Entsprechend aufwendig war die Ausstattung. Im MA zeichnet sich der Saal auch nach außen durch große, reicher gegliederte roman. bzw. got. Fensteröffnungen aus, die nach innen oft seitl. Sitzbänke besitzen. Große, teils säulenverzierte Kamine sorgen für Wohnlichkeit im Winter, bereits im MA kommt gelegentl. noch ein Kachelofen hinzu. Trotzdem findet man noch in der Spätzeit vereinzelt Säle ohne Heizmöglichkeit (Meißen, 1471, Wittenberg, 1489, Torgau, 1533). Spätestens im 15. Jh. finden sich Musikantenemporen (Trompeterstuhl in Meißen, 1470, Wittenberg, um 1490). Aus den wenigen erhaltenen Fragmenten läßt sich schließen, daß die Wände mit Malereien geschmückt sein konnten, mit ornamentalen Motiven und wohl auch mit vielfigurigen Szenen aus höf. Epen (einzig erhaltenes Beispiel in Gamburg a. d. Tauber, um 1200 [Abb. 206]). Auch die Balkendecke war bemalt. In der zweiten Hälfte des 16. Jh.s entstehen in großen Schlössern reich geschnitzte und bemalte Kassettendecken (Dachau, 1564/66, Heiligenberg, 1575 [Farbtafel 114], Kirchheim a.d. Mindel, 1585, Weikersheim, 1585) (vgl. Farbtafel 117). Portalrahmungen und Kaminaufbauten bereichern sich mit figürl. plast. oder gemaltem Schmuck (Baden-Baden, 1577, Schmalkalden, 1580, Weikersheim, 1601). Das ikonograph. Programm wird jetzt reicher. An den Wänden trifft man Skulpturen antiker und ma. Helden neben Heiligen (Kirchheim a. d. Mindel, 1582), Jagdtiere (Weikersheim, 1601), vielfach sind gemalte Ahnenreihen (Baden-Baden, 1584) oder die Porträts von Ks., Kg.en und Kfs.en (Torgau, 1536) bezeugt. In den seltenen Fällen, wo die Deckenform ebene Flächen bot, entstanden Malereien, so die Darstellung der Via salutis (Baden-Baden, 1575), von Jagdszenen (Weikersheim, 1601), von Szenen aus dem Leben röm., byzantin. und dt. Ks. (Aschaffenburg, 1614).
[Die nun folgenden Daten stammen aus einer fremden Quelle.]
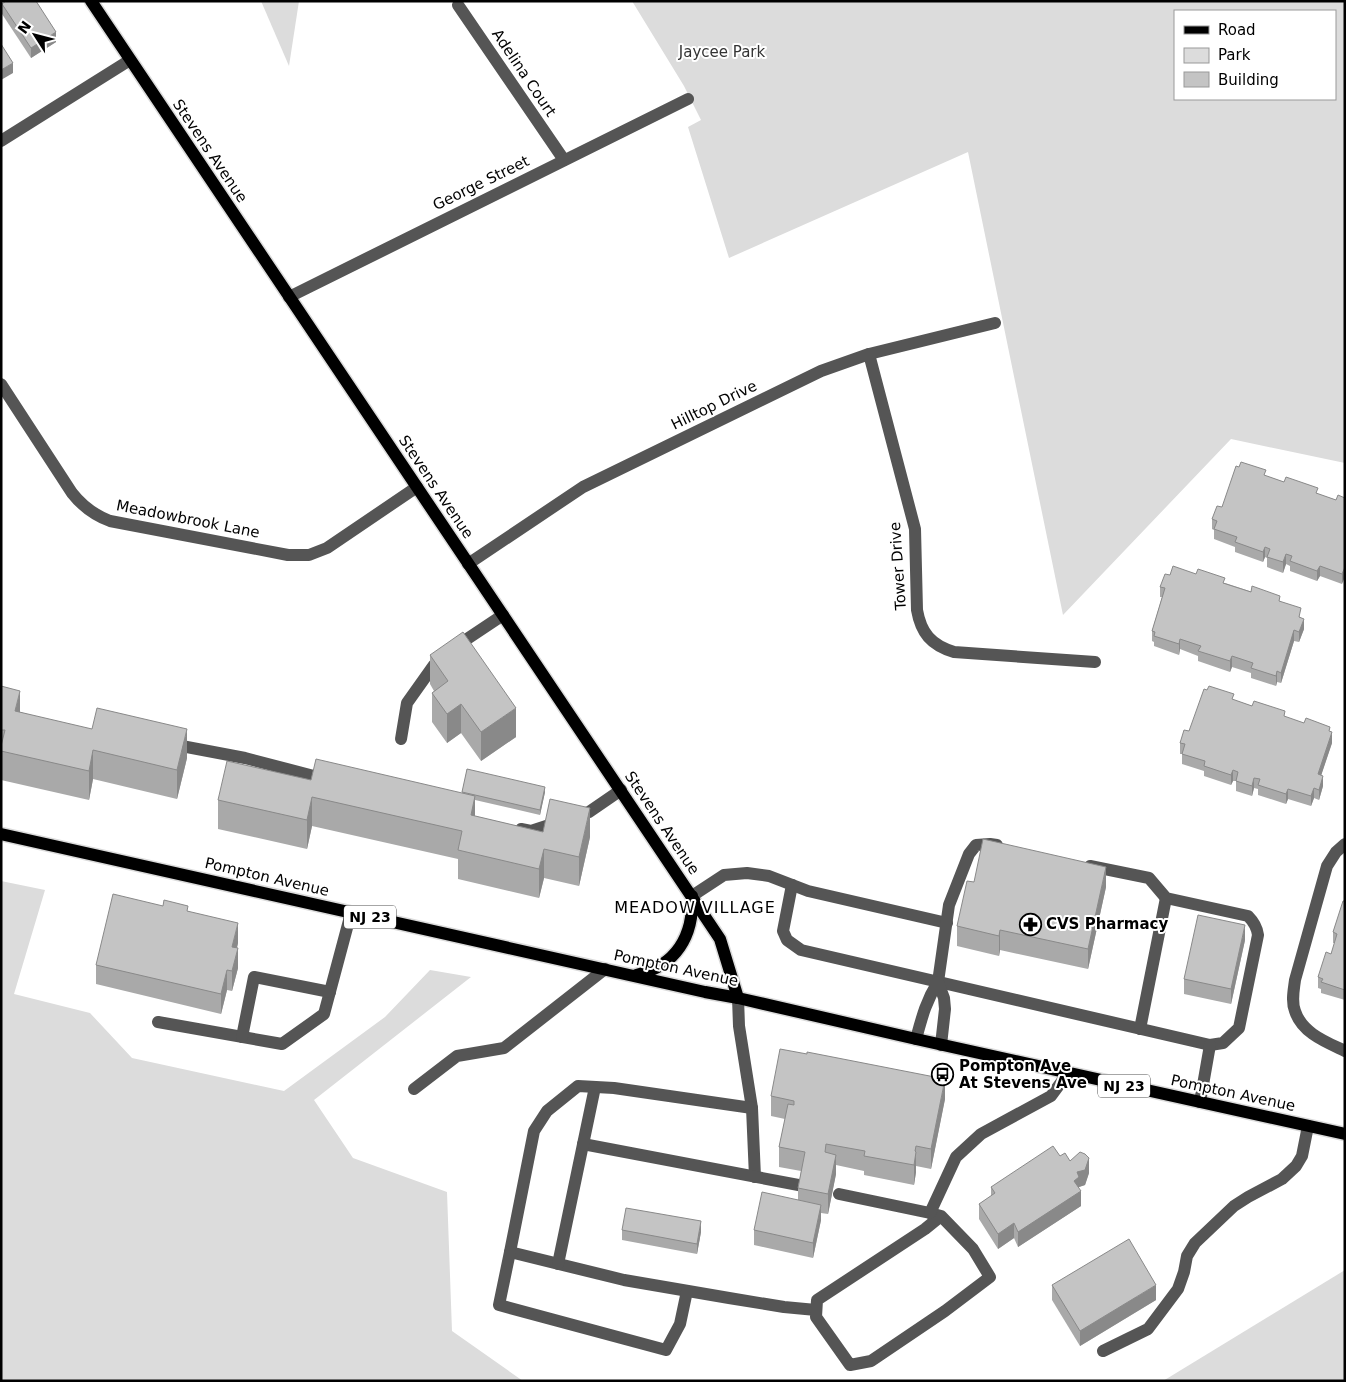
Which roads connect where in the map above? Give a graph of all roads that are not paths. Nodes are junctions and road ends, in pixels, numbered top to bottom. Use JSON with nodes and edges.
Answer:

Für gewöhnl. standen die Großen Säle leer, erst für den bes. Anlaß wurden Wandteppiche aufgehängt, Tische, kissenbedeckte Bänke und Stühle herbeigeschafft, der meist geflieste Boden wohl mit wohlriechenden Kräutern und Blumen bestreut. In Bergzabern (1561) wurde an Sonntagen Altar und Predigtstuhl im Großen Saal aufgestellt, der dann als Kirchenraum diente. In manchen Sälen, wie in Wittenberg und Torgau, sind zweistufig erhöhte Tribünen bezeugt, wo wahrscheinl. der Fs. und seine Ehrengäste tafelten.
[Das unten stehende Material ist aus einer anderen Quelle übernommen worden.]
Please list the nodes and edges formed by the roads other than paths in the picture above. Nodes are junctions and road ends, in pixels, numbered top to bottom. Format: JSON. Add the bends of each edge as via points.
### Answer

→ vgl. auch Farbtafel 1, 4, 5, 23, 117, 130; Abb. 3, 10, 57, 60, 64, 218, 264

Quellen

Hermannus Fabronius, Historische Beschreibung Der Policey Tugende […], Schmalkalden 1625, Kapitel 1-9. – Das Neue Schloß in Baden-Baden. Eine Beschreibung der Saalausstattung, vermutlich von Pater Gamans von 1667, Badische Landesbibliothek Karlsruhe, K27, abgedruckt bei Krieg von Hohenfelden, G.H.: Die beiden Schlösser zu Baden. Ehemals und Jetzt, Karlsruhe 1851, S. 166-176.

Albrecht 1995, pass. – Biller, Thomas/Metz, Bernhard: Die Burgen des Elsaß, Bd. 3: 1250-1300, München 1995, bes. S. 97-99. – Gebessler, August: Der profane Saal des 16. Jahrhunderts in Süddeutschland und den Alpenländern. Gestaltungsprinzipien des profanen Monumentalraumes in der deutschen Renaissance, Diss. Univ. München 1957. – Hoppe 1996, bes. S. 427-433. – Meckseper, Cord: Saal, Palas, Kemenate, in: Burgen in Mitteleuropa, ein Handbuch, hg. von Deutsche Burgenvereinigung, Stuttgart 1999, S. 265-269. – Reuther, Hans: Art. »Festsaal«, in: Reallexikon zur deutschen Kunstgeschichte VIII, 1987, Sp. 276-289. – Wirtler 1987.